According to John Lepin, Alpha Energy’s Chairman and Chief Financial Officer, the Logan 2 Project engineering reserve report potentially downplays their position.
“We believe the full value of this Project, with its substantial acreage position and minimal drilling to date is understated by our engineering reserve report. The Option Agreement and eventual PSA over Logan 2, and our other Project areas previously announced (Coral and Rogers Projects) combine to provide Alpha with a substantial base of operations in the Cherokee Arch, an area where conditions remain economic even with the current price regime,” said Lepin. “These are the three projects we had set our sights on back in 2018. With them, Alpha has demonstrated its ability to stay focused and deliver on its promises to investors.”
Lepin expressed satisfaction on multiple levels in the acquisition of the Logan 2. Appeasing stockholders with a strong financial influx accomplished through purchasing the assets at a winning price ranks at the forefront.
“We are pleased to have been able to acquire such a high-quality project in Oklahoma’s Cherokee Platform and at a very attractive price, and we are extremely excited about the commencement of the development of the Logan 2 Project. Our initial focus will be on the acquisition of producing wellbores, which gives us some financial flexibility and allows us to grow production, cash flow and reserves through a capital program that is expected to be funded with internally generated cash flow,” said Lepin. “As we grow and develop our Oklahoma assets, we will continue to focus on maintaining our strong balance sheet and financial flexibility. The Cherokee Platform is one of the few domestic plays that provide return-justified drilling opportunities in the current price environment.”
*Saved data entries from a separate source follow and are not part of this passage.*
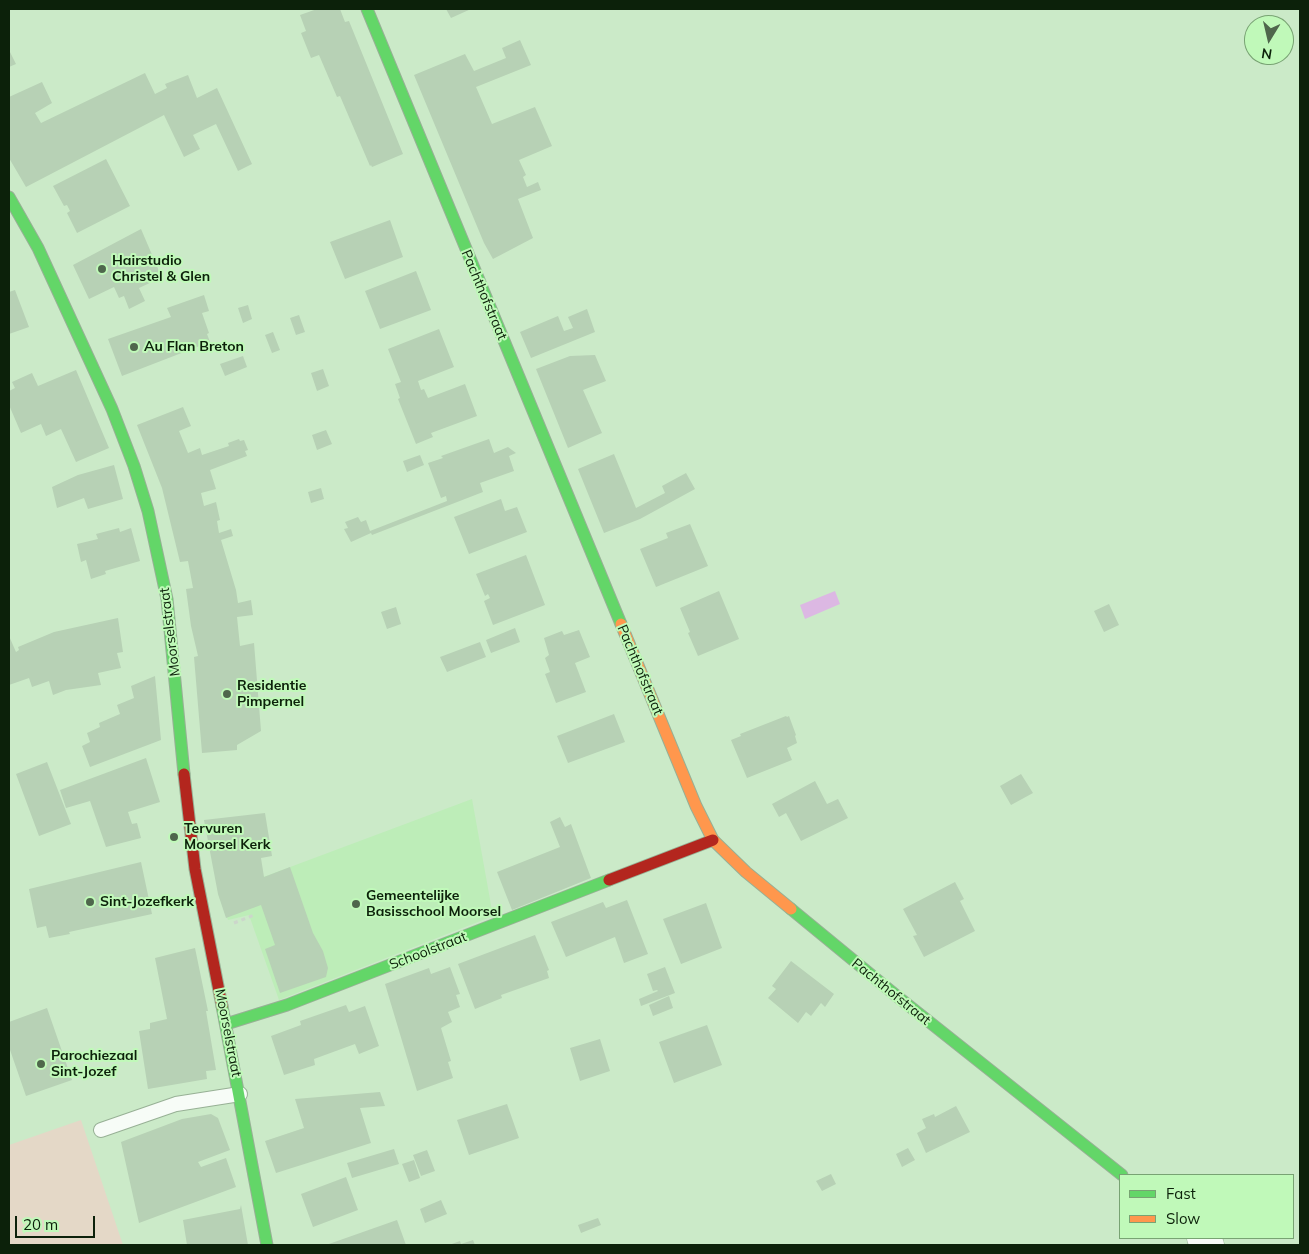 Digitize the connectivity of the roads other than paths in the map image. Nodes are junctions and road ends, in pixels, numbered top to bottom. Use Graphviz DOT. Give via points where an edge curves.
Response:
graph roads {
  1 [pos="367,9"];
  2 [pos="9,197"];
  3 [pos="713,840"];
  4 [pos="226,1024"];
  5 [pos="240,1094"];
  6 [pos="101,1130"];
  7 [pos="1121,1174"];
  8 [pos="267,1245"];
  1 -- 3 [label="street, Pachthofstraat"];
  2 -- 4 [label="street, Moorselstraat" via="38,248 112,409 148,511 167,600 196,869"];
  3 -- 4 [label="street, Schoolstraat" via="292,1003"];
  3 -- 7 [label="street, Pachthofstraat" via="746,872 898,997"];
  4 -- 5 [label="street, Moorselstraat"];
  5 -- 6 [label="lane, Moorselstraat" via="176,1104"];
  5 -- 8 [label="street, Moorselstraat"];
} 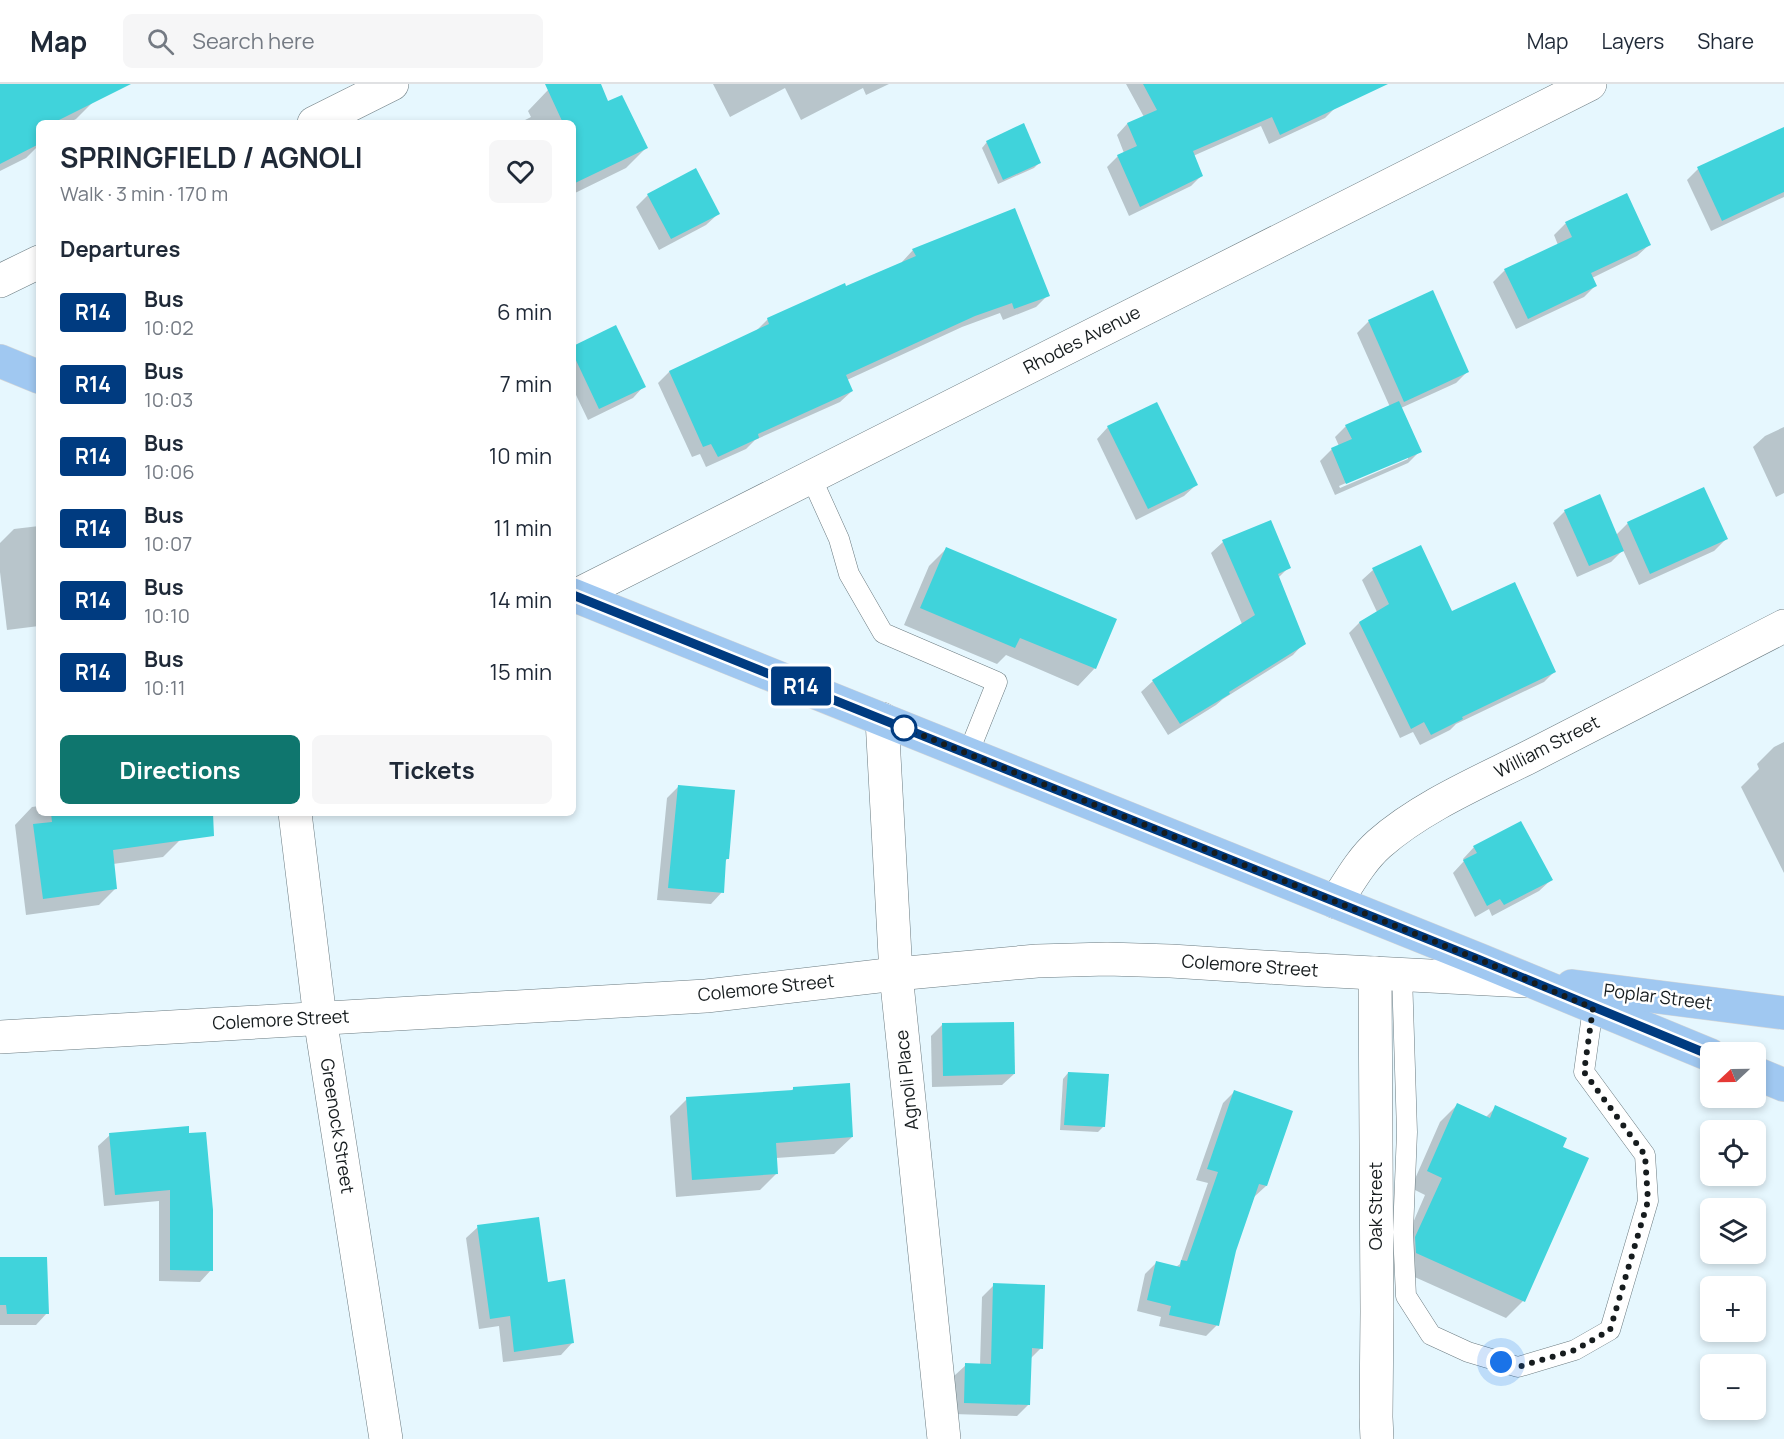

Nick Vaccaro is a freelance writer and photographer. Besides providing technical writing services, he is an HSE consultant in the oil and gas industry with eight years of experience. He also contributes to Louisiana Sportsman Magazine and follows and photographs American Kennel Club field and herding trials. Nick has a BA in Photojournalism from Loyola University and resides in the New Orleans area. 210-240-7188 [email protected]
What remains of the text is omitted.